(Beginning of Data records)

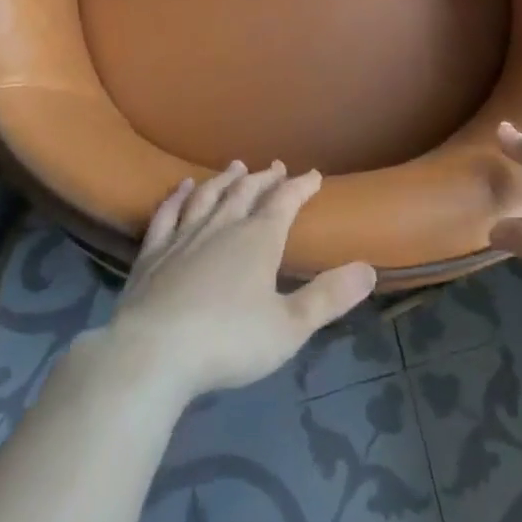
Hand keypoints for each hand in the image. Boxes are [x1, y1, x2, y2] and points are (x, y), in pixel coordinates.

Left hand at [105, 161, 377, 402]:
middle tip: (275, 166)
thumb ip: (328, 297)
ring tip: (235, 167)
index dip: (301, 186)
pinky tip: (182, 188)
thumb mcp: (289, 327)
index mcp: (259, 240)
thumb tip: (370, 269)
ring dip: (225, 180)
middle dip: (264, 178)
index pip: (285, 202)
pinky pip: (168, 214)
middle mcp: (223, 227)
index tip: (313, 175)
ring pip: (209, 197)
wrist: (152, 354)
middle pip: (247, 193)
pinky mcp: (153, 254)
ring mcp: (184, 237)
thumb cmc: (227, 341)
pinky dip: (177, 197)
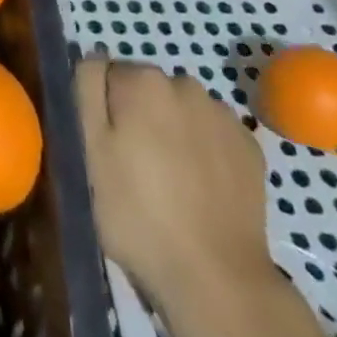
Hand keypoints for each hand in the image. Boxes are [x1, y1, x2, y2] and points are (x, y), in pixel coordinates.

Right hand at [74, 57, 271, 314]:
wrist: (217, 279)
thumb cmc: (138, 214)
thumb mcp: (88, 151)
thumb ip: (86, 90)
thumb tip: (94, 57)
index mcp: (142, 80)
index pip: (106, 75)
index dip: (102, 111)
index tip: (106, 148)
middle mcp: (184, 83)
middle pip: (146, 90)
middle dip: (139, 116)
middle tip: (134, 168)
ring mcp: (222, 114)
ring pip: (181, 110)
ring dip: (172, 131)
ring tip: (171, 182)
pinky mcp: (250, 146)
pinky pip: (212, 134)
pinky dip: (204, 150)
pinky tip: (201, 188)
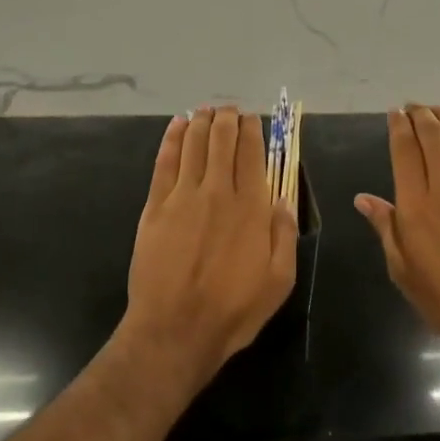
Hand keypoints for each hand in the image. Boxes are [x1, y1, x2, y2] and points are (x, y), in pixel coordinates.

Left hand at [121, 106, 297, 394]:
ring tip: (205, 110)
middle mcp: (218, 191)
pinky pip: (165, 162)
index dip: (252, 130)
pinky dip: (172, 139)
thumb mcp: (279, 280)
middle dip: (227, 119)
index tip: (252, 119)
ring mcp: (183, 196)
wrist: (175, 330)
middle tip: (229, 110)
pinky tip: (177, 126)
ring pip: (193, 144)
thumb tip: (282, 198)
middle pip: (222, 141)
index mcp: (251, 207)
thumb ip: (284, 234)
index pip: (252, 153)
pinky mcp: (155, 207)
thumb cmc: (233, 310)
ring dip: (200, 121)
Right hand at [355, 106, 439, 375]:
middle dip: (421, 115)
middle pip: (433, 136)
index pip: (405, 150)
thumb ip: (385, 227)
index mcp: (416, 205)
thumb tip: (364, 199)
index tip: (394, 113)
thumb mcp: (403, 270)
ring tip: (437, 111)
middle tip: (413, 107)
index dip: (399, 126)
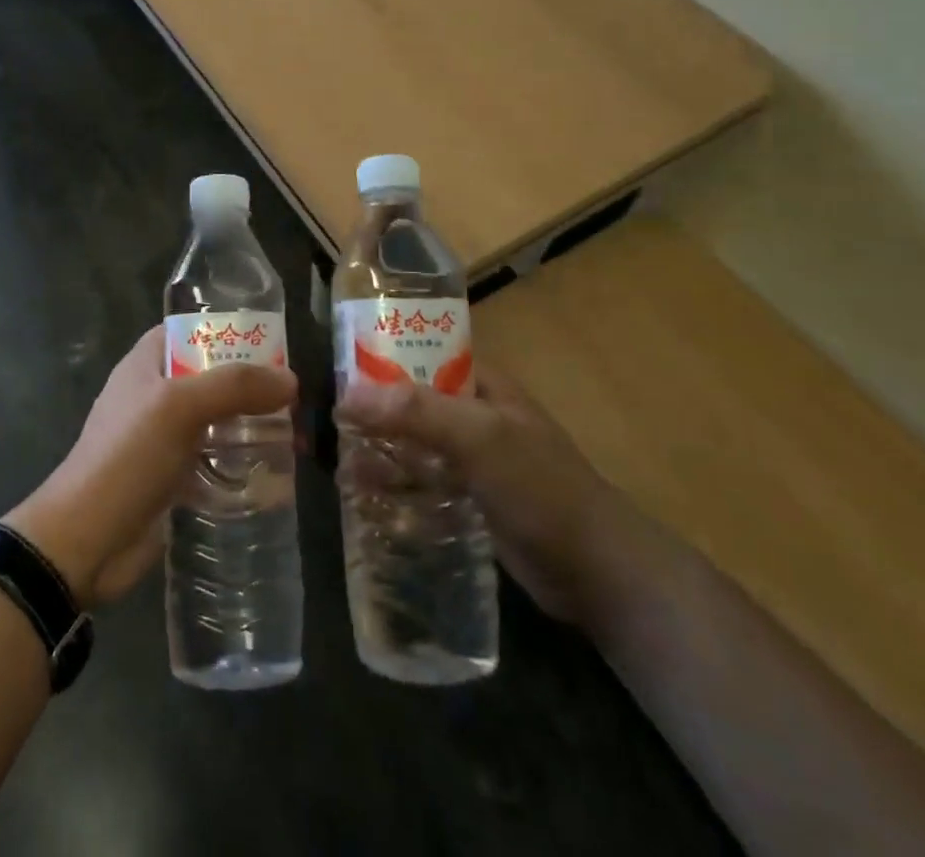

(End of Data records)

▶ What is expected
Tell how many lines in the data hold the string "pinky". Only the number is wanted.

▶ Worked solution
12